### Your goal
Only the lines holding the word "down" are wanted; copy each of them from the listing.

____________________

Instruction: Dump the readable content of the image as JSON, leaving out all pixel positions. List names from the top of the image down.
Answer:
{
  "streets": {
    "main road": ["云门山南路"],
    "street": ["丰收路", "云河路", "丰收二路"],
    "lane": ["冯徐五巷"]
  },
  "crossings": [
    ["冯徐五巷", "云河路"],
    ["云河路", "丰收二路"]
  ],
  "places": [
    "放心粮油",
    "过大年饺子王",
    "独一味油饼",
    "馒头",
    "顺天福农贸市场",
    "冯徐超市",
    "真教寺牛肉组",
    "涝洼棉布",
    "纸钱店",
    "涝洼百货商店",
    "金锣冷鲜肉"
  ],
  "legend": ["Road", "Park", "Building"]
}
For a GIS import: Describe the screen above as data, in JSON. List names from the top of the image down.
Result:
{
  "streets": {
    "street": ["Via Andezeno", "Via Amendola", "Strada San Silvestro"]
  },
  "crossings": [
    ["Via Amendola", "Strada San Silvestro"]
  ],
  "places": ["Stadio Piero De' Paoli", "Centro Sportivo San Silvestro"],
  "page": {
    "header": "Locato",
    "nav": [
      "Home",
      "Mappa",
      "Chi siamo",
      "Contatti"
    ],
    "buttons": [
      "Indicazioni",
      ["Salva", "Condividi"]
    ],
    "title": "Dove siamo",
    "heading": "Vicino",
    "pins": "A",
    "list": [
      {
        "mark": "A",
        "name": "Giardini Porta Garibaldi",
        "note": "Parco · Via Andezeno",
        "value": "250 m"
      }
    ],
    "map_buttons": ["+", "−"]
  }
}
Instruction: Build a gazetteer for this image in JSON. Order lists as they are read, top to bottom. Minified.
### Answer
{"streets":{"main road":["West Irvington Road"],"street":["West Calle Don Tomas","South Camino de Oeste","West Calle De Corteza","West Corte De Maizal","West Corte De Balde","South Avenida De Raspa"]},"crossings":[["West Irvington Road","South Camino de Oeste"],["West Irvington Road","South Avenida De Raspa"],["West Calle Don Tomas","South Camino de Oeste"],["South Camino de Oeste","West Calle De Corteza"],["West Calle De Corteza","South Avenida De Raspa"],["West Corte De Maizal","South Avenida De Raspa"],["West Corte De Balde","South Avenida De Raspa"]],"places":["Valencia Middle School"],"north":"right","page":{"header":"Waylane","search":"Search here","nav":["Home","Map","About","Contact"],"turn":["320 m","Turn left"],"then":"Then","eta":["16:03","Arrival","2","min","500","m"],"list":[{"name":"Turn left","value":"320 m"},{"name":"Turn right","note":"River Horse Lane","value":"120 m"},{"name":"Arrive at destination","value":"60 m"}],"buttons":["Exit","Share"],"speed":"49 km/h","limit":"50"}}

____________________

### Solution
Instruction: Dump the readable content of the image as JSON, leaving out all pixel positions. List names from the top of the image down.
For a GIS import: Describe the screen above as data, in JSON. List names from the top of the image down.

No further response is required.